SUPPLIED RECORDS:

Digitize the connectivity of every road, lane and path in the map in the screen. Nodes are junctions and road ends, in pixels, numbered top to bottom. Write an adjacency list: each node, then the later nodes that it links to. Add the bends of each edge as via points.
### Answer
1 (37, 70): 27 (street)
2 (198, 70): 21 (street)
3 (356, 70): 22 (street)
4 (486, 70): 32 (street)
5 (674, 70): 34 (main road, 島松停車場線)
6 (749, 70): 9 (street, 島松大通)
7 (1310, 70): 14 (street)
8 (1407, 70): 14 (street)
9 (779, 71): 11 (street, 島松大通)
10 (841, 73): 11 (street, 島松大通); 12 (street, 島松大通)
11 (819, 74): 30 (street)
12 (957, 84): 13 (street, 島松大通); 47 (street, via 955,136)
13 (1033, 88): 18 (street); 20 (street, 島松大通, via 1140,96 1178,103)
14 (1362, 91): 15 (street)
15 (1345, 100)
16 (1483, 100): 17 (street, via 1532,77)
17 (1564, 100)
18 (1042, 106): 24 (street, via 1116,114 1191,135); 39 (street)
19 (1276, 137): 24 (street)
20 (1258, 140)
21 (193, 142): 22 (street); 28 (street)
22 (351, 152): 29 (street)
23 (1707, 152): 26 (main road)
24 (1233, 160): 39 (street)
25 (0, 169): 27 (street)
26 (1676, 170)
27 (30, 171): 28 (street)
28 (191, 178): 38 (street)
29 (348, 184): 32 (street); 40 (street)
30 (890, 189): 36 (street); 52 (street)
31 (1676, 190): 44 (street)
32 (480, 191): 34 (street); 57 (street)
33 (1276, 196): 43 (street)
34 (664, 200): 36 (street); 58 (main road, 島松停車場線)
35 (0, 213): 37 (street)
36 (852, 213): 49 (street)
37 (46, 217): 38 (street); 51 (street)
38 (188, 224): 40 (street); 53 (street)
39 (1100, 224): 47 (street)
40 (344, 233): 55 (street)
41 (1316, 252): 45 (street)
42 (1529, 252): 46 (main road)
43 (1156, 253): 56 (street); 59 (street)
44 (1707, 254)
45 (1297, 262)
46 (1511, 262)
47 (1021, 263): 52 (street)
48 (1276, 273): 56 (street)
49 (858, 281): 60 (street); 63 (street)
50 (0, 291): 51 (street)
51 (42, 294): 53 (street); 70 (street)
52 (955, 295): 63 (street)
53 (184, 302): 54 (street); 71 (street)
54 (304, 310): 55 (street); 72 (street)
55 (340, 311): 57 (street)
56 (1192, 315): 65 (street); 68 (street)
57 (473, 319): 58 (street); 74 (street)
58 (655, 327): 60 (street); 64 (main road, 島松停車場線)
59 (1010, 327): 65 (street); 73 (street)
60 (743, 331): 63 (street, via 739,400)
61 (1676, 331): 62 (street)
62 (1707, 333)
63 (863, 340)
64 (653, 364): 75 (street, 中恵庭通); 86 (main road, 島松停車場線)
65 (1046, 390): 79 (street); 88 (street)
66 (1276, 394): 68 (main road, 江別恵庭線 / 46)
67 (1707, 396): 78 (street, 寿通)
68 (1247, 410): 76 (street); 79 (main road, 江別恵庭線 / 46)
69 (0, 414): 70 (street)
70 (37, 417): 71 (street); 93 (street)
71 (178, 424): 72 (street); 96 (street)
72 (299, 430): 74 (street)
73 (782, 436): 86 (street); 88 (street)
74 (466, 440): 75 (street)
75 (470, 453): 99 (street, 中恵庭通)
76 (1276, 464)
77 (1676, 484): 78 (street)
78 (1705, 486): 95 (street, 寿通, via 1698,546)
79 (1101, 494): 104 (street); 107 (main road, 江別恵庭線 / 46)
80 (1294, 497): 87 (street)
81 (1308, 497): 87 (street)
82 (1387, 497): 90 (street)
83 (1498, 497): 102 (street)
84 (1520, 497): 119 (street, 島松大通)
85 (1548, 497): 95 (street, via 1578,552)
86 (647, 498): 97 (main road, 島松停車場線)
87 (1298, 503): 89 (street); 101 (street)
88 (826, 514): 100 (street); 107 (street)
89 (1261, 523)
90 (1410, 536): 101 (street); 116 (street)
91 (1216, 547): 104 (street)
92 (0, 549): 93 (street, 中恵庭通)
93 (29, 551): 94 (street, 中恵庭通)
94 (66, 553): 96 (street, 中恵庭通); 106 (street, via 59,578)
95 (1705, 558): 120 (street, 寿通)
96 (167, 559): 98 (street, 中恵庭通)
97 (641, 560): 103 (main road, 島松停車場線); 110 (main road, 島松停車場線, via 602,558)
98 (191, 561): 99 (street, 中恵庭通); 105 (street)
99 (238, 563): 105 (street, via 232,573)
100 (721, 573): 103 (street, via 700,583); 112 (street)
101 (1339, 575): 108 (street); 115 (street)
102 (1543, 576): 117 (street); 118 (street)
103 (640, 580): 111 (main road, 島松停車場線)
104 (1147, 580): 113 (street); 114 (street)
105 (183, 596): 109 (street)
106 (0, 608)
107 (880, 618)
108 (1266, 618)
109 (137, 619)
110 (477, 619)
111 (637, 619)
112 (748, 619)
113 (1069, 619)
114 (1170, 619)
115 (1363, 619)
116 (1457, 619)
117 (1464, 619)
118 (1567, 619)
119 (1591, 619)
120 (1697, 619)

EXERCISE BRIEF:
From the first line to the last, reproduce the data above exactly.

RESPONSE TO THE TASK:
Digitize the connectivity of every road, lane and path in the map in the screen. Nodes are junctions and road ends, in pixels, numbered top to bottom. Write an adjacency list: each node, then the later nodes that it links to. Add the bends of each edge as via points.
### Answer
1 (37, 70): 27 (street)
2 (198, 70): 21 (street)
3 (356, 70): 22 (street)
4 (486, 70): 32 (street)
5 (674, 70): 34 (main road, 島松停車場線)
6 (749, 70): 9 (street, 島松大通)
7 (1310, 70): 14 (street)
8 (1407, 70): 14 (street)
9 (779, 71): 11 (street, 島松大通)
10 (841, 73): 11 (street, 島松大通); 12 (street, 島松大通)
11 (819, 74): 30 (street)
12 (957, 84): 13 (street, 島松大通); 47 (street, via 955,136)
13 (1033, 88): 18 (street); 20 (street, 島松大通, via 1140,96 1178,103)
14 (1362, 91): 15 (street)
15 (1345, 100)
16 (1483, 100): 17 (street, via 1532,77)
17 (1564, 100)
18 (1042, 106): 24 (street, via 1116,114 1191,135); 39 (street)
19 (1276, 137): 24 (street)
20 (1258, 140)
21 (193, 142): 22 (street); 28 (street)
22 (351, 152): 29 (street)
23 (1707, 152): 26 (main road)
24 (1233, 160): 39 (street)
25 (0, 169): 27 (street)
26 (1676, 170)
27 (30, 171): 28 (street)
28 (191, 178): 38 (street)
29 (348, 184): 32 (street); 40 (street)
30 (890, 189): 36 (street); 52 (street)
31 (1676, 190): 44 (street)
32 (480, 191): 34 (street); 57 (street)
33 (1276, 196): 43 (street)
34 (664, 200): 36 (street); 58 (main road, 島松停車場線)
35 (0, 213): 37 (street)
36 (852, 213): 49 (street)
37 (46, 217): 38 (street); 51 (street)
38 (188, 224): 40 (street); 53 (street)
39 (1100, 224): 47 (street)
40 (344, 233): 55 (street)
41 (1316, 252): 45 (street)
42 (1529, 252): 46 (main road)
43 (1156, 253): 56 (street); 59 (street)
44 (1707, 254)
45 (1297, 262)
46 (1511, 262)
47 (1021, 263): 52 (street)
48 (1276, 273): 56 (street)
49 (858, 281): 60 (street); 63 (street)
50 (0, 291): 51 (street)
51 (42, 294): 53 (street); 70 (street)
52 (955, 295): 63 (street)
53 (184, 302): 54 (street); 71 (street)
54 (304, 310): 55 (street); 72 (street)
55 (340, 311): 57 (street)
56 (1192, 315): 65 (street); 68 (street)
57 (473, 319): 58 (street); 74 (street)
58 (655, 327): 60 (street); 64 (main road, 島松停車場線)
59 (1010, 327): 65 (street); 73 (street)
60 (743, 331): 63 (street, via 739,400)
61 (1676, 331): 62 (street)
62 (1707, 333)
63 (863, 340)
64 (653, 364): 75 (street, 中恵庭通); 86 (main road, 島松停車場線)
65 (1046, 390): 79 (street); 88 (street)
66 (1276, 394): 68 (main road, 江別恵庭線 / 46)
67 (1707, 396): 78 (street, 寿通)
68 (1247, 410): 76 (street); 79 (main road, 江別恵庭線 / 46)
69 (0, 414): 70 (street)
70 (37, 417): 71 (street); 93 (street)
71 (178, 424): 72 (street); 96 (street)
72 (299, 430): 74 (street)
73 (782, 436): 86 (street); 88 (street)
74 (466, 440): 75 (street)
75 (470, 453): 99 (street, 中恵庭通)
76 (1276, 464)
77 (1676, 484): 78 (street)
78 (1705, 486): 95 (street, 寿通, via 1698,546)
79 (1101, 494): 104 (street); 107 (main road, 江別恵庭線 / 46)
80 (1294, 497): 87 (street)
81 (1308, 497): 87 (street)
82 (1387, 497): 90 (street)
83 (1498, 497): 102 (street)
84 (1520, 497): 119 (street, 島松大通)
85 (1548, 497): 95 (street, via 1578,552)
86 (647, 498): 97 (main road, 島松停車場線)
87 (1298, 503): 89 (street); 101 (street)
88 (826, 514): 100 (street); 107 (street)
89 (1261, 523)
90 (1410, 536): 101 (street); 116 (street)
91 (1216, 547): 104 (street)
92 (0, 549): 93 (street, 中恵庭通)
93 (29, 551): 94 (street, 中恵庭通)
94 (66, 553): 96 (street, 中恵庭通); 106 (street, via 59,578)
95 (1705, 558): 120 (street, 寿通)
96 (167, 559): 98 (street, 中恵庭通)
97 (641, 560): 103 (main road, 島松停車場線); 110 (main road, 島松停車場線, via 602,558)
98 (191, 561): 99 (street, 中恵庭通); 105 (street)
99 (238, 563): 105 (street, via 232,573)
100 (721, 573): 103 (street, via 700,583); 112 (street)
101 (1339, 575): 108 (street); 115 (street)
102 (1543, 576): 117 (street); 118 (street)
103 (640, 580): 111 (main road, 島松停車場線)
104 (1147, 580): 113 (street); 114 (street)
105 (183, 596): 109 (street)
106 (0, 608)
107 (880, 618)
108 (1266, 618)
109 (137, 619)
110 (477, 619)
111 (637, 619)
112 (748, 619)
113 (1069, 619)
114 (1170, 619)
115 (1363, 619)
116 (1457, 619)
117 (1464, 619)
118 (1567, 619)
119 (1591, 619)
120 (1697, 619)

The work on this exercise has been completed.